2 factors have emerged as the primary determinants of a home’s ability to survive wildfires: choosing fire-resistant roofing material and creating a wildfire defensible zone. It is important to choose a fire-resistant roofing material that is rated Class C or higher when building a house in, or near, forests or grasslands. Avoid flammable materials such as wood or shake shingles.

Defensible Space


Defensible space is an area around a structure where fuels and vegetation are treated, cleared or reduced to slow the spread of wildfire toward the structure. It also reduces the chance of a structure fire moving from the building to the surrounding forest. Defensible space also provides room for firefighters to do their jobs. Your house is more likely to withstand a wildfire if grasses, brush, trees and other common forest fuels are managed to reduce a fire’s intensity.

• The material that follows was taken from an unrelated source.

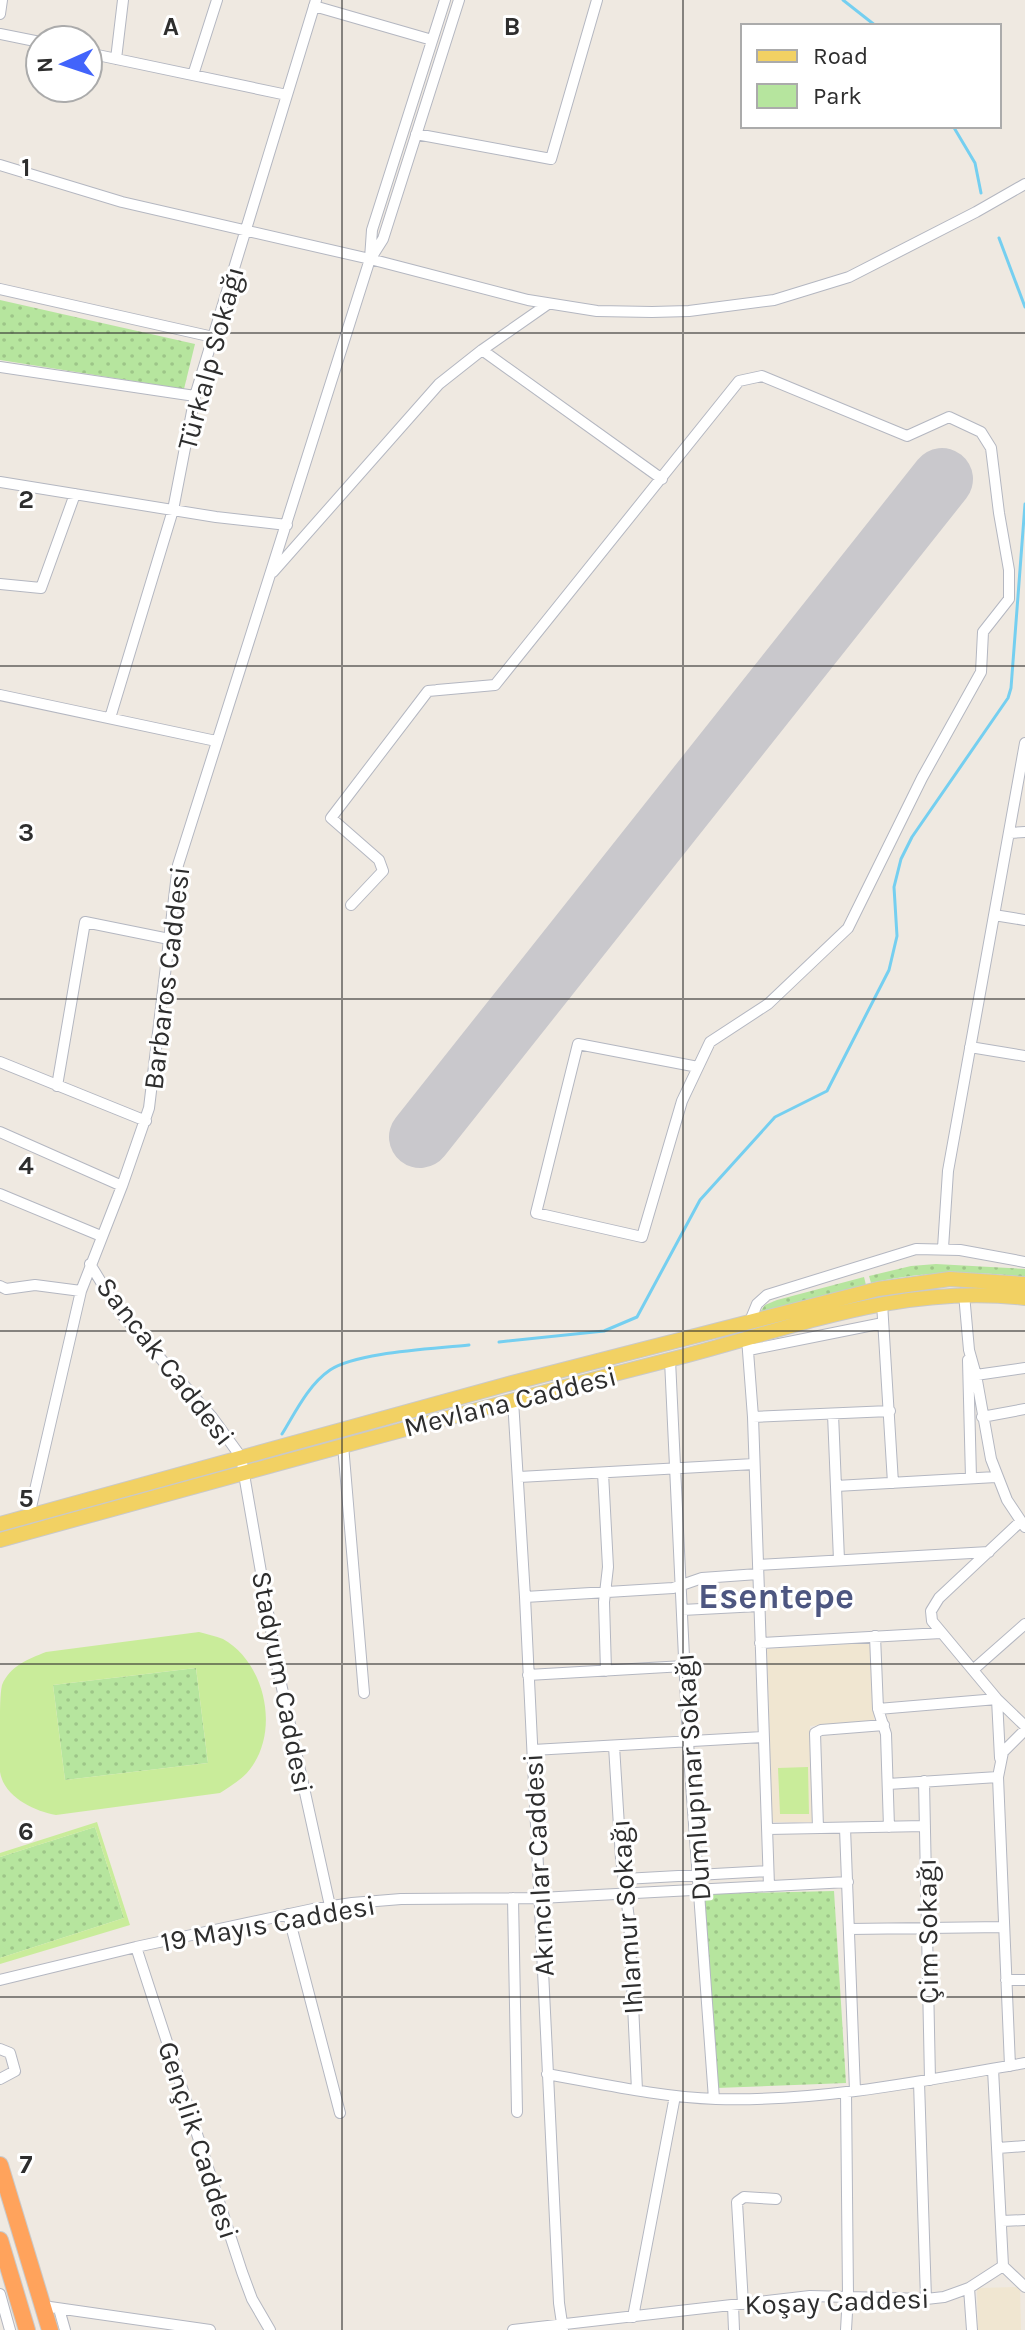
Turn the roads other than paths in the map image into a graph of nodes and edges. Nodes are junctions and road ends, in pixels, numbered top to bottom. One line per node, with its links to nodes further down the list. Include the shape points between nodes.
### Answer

Tips to Protect Your Home From Wildfire


  • Actively manage your roof. Clean roof and gutters of pine needles and leaves at least twice a year to eliminate an ignition source for potential fires. This eliminates an ignition source for firebrands, especially during hot, dry weather.
  • Beyond the initial 15 feet, thin trees to achieve 10-12 foot crown spacing. Occasionally, clumps of 2 or 3 trees are acceptable for a more natural appearance, if additional space surrounds them.
  • Create defensible space on flat ground a minimum of 75 feet around a home. Increase this diameter if the structure is located on a slope.
  • Dispose of all slash and debris left from thinning by either chipping, hauling away or piling and burning. Contact your local fire department or local Colorado State Forest Service forester for burning restrictions and/or assistance.
  • Mow grasses and weeds to a height of 6 inches or less for a distance of 30 feet from all structures.
  • Place liquefied petroleum gas (LPG) containers at least 30 feet from structures. Clear anything flammable, including vegetation, from within 10 feet of all tanks.
  • Prune tree branches within the defensible space up to a height of 10 feet above ground.
  • Remove shrubs and small trees or other potential ladder fuels from beneath large trees. Left in place, these fuels can carry a ground fire into tree crowns.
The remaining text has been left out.